さっきまで自分の体があった場所を、炎を纏った斧が通り抜け、足先をかすめたその炎が具足を黒く焼く。
「ぐッ…」
それでも距離は取れた…と思いきや、急ぎだった事もあって、避けるだけの距離を離せただけで、仕切り直すための距離を取れていない。
斧を避けた矢先、鬼は既に目前まで迫って、斧の次撃までの空白を埋めるかのように、左腕が私を襲った。
ドゴォッ…と重い音が全身を振るわせて、遅れてからやってくる衝撃は、腹に穴で開いたかのような錯覚すら覚えさせる。

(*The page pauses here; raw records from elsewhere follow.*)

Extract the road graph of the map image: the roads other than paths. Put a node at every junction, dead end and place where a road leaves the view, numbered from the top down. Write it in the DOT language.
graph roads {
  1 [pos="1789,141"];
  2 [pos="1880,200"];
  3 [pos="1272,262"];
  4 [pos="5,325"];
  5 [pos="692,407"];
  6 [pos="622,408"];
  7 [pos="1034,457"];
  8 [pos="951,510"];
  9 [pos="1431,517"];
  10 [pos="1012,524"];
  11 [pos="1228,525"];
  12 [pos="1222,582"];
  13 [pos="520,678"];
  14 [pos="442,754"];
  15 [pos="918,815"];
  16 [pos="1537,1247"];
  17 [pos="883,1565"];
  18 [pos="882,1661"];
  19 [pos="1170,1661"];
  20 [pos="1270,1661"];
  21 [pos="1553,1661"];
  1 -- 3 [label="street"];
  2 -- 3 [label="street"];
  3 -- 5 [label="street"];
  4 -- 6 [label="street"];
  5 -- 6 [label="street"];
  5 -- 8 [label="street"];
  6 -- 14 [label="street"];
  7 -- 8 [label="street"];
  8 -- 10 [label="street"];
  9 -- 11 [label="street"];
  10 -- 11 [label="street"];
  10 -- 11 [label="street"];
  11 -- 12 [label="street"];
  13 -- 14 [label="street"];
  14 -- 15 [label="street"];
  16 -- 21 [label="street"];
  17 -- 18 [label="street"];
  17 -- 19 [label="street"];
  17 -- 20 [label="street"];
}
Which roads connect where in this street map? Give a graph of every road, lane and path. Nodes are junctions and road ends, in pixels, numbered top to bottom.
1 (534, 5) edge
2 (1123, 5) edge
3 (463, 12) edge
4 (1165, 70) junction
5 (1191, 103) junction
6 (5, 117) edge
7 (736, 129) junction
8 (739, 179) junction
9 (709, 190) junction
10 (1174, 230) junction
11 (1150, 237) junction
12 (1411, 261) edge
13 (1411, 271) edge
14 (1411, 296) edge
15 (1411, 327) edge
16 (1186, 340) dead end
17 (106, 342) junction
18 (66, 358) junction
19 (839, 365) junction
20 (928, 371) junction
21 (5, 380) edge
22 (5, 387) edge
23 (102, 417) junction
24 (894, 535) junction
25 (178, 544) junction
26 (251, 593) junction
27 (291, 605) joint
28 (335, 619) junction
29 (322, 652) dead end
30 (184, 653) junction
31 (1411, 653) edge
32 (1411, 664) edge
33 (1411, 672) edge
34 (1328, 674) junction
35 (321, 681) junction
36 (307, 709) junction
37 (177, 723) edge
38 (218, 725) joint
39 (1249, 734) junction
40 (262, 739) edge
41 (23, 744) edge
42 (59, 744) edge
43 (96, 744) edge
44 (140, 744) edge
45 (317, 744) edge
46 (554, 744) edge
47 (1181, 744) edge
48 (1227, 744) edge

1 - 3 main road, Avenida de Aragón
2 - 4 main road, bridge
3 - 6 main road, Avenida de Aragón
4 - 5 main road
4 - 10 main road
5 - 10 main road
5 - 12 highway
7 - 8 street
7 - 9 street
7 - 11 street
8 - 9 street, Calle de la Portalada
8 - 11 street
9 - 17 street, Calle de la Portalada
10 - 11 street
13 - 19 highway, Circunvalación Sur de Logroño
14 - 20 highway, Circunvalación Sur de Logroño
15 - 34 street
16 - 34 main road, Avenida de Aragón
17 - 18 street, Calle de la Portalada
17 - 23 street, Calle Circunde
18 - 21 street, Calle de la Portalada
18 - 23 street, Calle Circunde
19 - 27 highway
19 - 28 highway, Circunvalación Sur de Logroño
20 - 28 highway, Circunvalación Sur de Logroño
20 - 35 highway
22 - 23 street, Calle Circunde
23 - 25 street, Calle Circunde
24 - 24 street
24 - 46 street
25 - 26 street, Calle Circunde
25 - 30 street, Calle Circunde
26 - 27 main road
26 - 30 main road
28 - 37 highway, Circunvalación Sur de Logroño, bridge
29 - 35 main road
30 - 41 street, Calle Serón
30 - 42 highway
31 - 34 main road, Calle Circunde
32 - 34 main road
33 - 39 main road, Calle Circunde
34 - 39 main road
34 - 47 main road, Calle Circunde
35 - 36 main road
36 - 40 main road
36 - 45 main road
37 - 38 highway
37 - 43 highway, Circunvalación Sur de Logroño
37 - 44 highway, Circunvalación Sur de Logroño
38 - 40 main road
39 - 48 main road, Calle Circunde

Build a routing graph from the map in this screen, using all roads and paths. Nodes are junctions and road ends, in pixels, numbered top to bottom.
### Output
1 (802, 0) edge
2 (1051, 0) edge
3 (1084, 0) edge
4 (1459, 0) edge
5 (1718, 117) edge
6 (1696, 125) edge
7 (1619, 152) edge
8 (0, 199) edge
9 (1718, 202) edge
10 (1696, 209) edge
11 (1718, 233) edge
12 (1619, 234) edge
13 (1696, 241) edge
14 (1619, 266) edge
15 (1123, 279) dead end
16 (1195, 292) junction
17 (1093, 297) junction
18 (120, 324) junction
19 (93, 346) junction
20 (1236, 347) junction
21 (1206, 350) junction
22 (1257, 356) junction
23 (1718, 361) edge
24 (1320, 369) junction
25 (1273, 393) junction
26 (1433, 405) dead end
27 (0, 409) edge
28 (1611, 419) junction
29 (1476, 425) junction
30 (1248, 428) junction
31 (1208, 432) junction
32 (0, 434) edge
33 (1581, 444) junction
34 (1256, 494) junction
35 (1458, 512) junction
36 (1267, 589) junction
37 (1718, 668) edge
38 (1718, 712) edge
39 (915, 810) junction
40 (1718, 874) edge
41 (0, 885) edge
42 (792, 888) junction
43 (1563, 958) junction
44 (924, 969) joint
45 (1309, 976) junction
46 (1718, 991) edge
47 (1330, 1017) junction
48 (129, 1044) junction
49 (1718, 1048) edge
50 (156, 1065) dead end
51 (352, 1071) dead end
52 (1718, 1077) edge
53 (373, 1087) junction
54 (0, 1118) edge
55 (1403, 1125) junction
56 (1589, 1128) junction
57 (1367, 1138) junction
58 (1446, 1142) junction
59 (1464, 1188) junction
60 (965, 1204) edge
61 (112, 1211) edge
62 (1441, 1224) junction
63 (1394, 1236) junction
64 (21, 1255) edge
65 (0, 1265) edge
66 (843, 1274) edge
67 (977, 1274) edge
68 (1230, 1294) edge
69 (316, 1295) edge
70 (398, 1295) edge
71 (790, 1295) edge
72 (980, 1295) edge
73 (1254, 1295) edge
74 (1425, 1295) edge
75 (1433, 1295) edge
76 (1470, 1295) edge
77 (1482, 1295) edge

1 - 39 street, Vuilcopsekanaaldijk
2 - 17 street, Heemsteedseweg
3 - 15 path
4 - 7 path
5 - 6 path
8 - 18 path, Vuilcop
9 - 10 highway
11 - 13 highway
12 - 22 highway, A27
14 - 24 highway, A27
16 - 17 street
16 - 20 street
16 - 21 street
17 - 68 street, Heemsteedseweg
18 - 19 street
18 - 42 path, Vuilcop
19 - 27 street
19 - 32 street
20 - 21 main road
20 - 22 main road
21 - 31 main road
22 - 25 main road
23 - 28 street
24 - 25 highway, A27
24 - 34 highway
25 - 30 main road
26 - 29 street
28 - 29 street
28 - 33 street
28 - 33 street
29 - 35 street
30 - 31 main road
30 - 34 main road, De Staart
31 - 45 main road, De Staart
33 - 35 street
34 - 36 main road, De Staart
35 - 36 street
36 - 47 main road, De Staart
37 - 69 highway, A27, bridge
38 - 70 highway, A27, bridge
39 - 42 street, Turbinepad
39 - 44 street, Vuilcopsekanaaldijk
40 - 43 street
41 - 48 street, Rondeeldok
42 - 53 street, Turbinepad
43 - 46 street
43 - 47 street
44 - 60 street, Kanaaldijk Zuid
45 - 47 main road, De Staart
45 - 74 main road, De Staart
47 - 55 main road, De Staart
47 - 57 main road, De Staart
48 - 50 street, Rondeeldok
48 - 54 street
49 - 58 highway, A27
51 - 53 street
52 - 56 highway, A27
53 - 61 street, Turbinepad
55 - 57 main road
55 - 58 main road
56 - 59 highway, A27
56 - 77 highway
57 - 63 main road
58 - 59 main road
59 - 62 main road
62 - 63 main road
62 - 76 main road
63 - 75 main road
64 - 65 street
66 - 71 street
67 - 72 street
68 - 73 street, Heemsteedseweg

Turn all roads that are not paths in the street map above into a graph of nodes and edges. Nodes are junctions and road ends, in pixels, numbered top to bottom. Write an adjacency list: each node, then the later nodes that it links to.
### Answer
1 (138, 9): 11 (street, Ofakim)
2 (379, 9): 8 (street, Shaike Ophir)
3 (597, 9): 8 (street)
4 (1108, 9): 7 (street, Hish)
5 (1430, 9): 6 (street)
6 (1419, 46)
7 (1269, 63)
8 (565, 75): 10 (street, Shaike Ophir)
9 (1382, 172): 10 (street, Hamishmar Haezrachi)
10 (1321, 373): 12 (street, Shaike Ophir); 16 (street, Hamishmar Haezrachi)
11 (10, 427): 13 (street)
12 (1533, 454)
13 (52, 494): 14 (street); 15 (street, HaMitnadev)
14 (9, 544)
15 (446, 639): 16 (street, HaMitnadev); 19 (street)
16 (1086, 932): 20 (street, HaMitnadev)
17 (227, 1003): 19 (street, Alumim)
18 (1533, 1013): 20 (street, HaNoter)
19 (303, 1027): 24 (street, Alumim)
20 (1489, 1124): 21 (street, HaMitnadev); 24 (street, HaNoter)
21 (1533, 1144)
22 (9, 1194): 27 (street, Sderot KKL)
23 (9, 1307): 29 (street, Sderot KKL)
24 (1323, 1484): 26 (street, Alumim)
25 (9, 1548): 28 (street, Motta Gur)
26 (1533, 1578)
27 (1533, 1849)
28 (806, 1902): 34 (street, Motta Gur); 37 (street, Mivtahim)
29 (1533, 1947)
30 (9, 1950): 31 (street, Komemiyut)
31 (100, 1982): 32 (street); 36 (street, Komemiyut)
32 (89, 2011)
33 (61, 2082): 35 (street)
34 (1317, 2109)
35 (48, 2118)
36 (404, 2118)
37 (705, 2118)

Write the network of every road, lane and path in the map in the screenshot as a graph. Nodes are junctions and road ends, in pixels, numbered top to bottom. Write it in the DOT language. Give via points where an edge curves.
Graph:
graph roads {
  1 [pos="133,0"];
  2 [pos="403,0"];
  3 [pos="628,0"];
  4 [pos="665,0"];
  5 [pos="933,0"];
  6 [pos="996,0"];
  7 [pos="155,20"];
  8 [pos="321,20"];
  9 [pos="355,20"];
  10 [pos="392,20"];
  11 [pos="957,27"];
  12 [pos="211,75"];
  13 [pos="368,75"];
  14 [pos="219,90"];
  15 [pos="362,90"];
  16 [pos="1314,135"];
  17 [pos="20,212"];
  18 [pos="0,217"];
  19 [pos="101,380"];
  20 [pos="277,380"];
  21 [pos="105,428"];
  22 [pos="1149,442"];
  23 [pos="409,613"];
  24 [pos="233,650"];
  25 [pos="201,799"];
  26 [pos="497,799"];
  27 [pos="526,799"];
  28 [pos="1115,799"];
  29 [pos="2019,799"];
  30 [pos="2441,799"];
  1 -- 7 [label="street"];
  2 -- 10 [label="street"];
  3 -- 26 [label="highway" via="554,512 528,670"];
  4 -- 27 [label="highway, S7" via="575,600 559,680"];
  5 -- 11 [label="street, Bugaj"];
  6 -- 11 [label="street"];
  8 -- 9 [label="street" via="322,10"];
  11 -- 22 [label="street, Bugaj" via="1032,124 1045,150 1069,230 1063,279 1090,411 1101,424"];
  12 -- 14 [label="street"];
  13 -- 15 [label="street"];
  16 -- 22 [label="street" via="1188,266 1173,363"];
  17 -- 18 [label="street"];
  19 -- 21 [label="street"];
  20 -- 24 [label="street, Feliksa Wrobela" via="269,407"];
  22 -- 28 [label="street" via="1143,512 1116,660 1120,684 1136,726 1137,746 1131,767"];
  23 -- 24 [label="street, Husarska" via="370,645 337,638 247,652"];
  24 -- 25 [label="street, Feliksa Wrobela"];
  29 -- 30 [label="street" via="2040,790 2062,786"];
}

もしくは、腹の皮の抜けた先は筋肉や脂肪…臓物ではなく、背骨なんじゃないか…と。
---[03]---
「カハッ…!?」
体は飛び、地面を転がる様は、差し詰めサッカーボールだ。
さすがの私も、今の一撃は相当に効いた…。
ものすごい吐き気だ…、ものすごい目まいだ…、ものすごい呼吸困難だ…、苦しくて苦しくて、二度はごめんだ…、こんなの何回も喰らうなんて堪ったもんじゃない。
「・・・」
体を巡る…体を強化する魔力を増やす…。
すぐに治るかどうかじゃない…、この最悪な気分をごまかせ…、そんなモノは無いと…、何の異常もなく元気だと…身体に錯覚させろ。
起き上がるが、正面に鬼の姿は無い。
一瞬だけ意識が飛んでたのか…、それでもその目が捉えていたモノは、その一閃を目に焼き付けていた。
---[04]---
光が上へと動いたかのように目に残るソレ、誘われるかのように、視線を上へ動かせば、目前に迫る炎から、身体が勝手に横へと逃げる。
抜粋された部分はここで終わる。